__Work to complete__
Reproduce the listing exactly, so that no line differs from the original.

━━━━━━━━━━━━━━━━━━━━

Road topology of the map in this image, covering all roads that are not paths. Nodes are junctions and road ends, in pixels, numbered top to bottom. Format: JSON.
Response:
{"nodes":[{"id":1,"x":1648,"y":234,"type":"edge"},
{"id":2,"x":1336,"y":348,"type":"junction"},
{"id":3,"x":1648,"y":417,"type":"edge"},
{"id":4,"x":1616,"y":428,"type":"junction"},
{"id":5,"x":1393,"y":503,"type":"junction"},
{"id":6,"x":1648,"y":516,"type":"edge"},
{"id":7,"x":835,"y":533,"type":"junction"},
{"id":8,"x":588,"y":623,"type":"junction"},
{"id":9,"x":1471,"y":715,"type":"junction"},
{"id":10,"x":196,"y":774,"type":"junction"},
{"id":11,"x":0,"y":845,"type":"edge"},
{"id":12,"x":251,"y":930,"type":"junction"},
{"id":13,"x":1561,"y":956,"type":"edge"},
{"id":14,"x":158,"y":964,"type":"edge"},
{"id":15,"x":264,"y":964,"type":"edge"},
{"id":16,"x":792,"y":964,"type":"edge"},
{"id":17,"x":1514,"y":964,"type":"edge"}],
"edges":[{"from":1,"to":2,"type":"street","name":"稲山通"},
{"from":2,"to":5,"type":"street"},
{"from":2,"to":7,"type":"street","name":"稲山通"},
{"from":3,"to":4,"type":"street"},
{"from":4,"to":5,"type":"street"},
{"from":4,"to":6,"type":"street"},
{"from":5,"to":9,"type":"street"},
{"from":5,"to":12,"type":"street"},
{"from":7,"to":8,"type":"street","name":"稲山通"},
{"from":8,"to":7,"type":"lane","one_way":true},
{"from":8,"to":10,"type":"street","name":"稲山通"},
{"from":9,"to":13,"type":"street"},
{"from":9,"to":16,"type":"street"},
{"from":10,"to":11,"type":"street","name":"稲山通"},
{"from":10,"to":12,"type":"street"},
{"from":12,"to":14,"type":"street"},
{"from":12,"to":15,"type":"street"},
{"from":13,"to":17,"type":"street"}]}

━━━━━━━━━━━━━━━━━━━━

__Task solution__
Road topology of the map in this image, covering all roads that are not paths. Nodes are junctions and road ends, in pixels, numbered top to bottom. Format: JSON.
Response:
{"nodes":[{"id":1,"x":1648,"y":234,"type":"edge"},
{"id":2,"x":1336,"y":348,"type":"junction"},
{"id":3,"x":1648,"y":417,"type":"edge"},
{"id":4,"x":1616,"y":428,"type":"junction"},
{"id":5,"x":1393,"y":503,"type":"junction"},
{"id":6,"x":1648,"y":516,"type":"edge"},
{"id":7,"x":835,"y":533,"type":"junction"},
{"id":8,"x":588,"y":623,"type":"junction"},
{"id":9,"x":1471,"y":715,"type":"junction"},
{"id":10,"x":196,"y":774,"type":"junction"},
{"id":11,"x":0,"y":845,"type":"edge"},
{"id":12,"x":251,"y":930,"type":"junction"},
{"id":13,"x":1561,"y":956,"type":"edge"},
{"id":14,"x":158,"y":964,"type":"edge"},
{"id":15,"x":264,"y":964,"type":"edge"},
{"id":16,"x":792,"y":964,"type":"edge"},
{"id":17,"x":1514,"y":964,"type":"edge"}],
"edges":[{"from":1,"to":2,"type":"street","name":"稲山通"},
{"from":2,"to":5,"type":"street"},
{"from":2,"to":7,"type":"street","name":"稲山通"},
{"from":3,"to":4,"type":"street"},
{"from":4,"to":5,"type":"street"},
{"from":4,"to":6,"type":"street"},
{"from":5,"to":9,"type":"street"},
{"from":5,"to":12,"type":"street"},
{"from":7,"to":8,"type":"street","name":"稲山通"},
{"from":8,"to":7,"type":"lane","one_way":true},
{"from":8,"to":10,"type":"street","name":"稲山通"},
{"from":9,"to":13,"type":"street"},
{"from":9,"to":16,"type":"street"},
{"from":10,"to":11,"type":"street","name":"稲山通"},
{"from":10,"to":12,"type":"street"},
{"from":12,"to":14,"type":"street"},
{"from":12,"to":15,"type":"street"},
{"from":13,"to":17,"type":"street"}]}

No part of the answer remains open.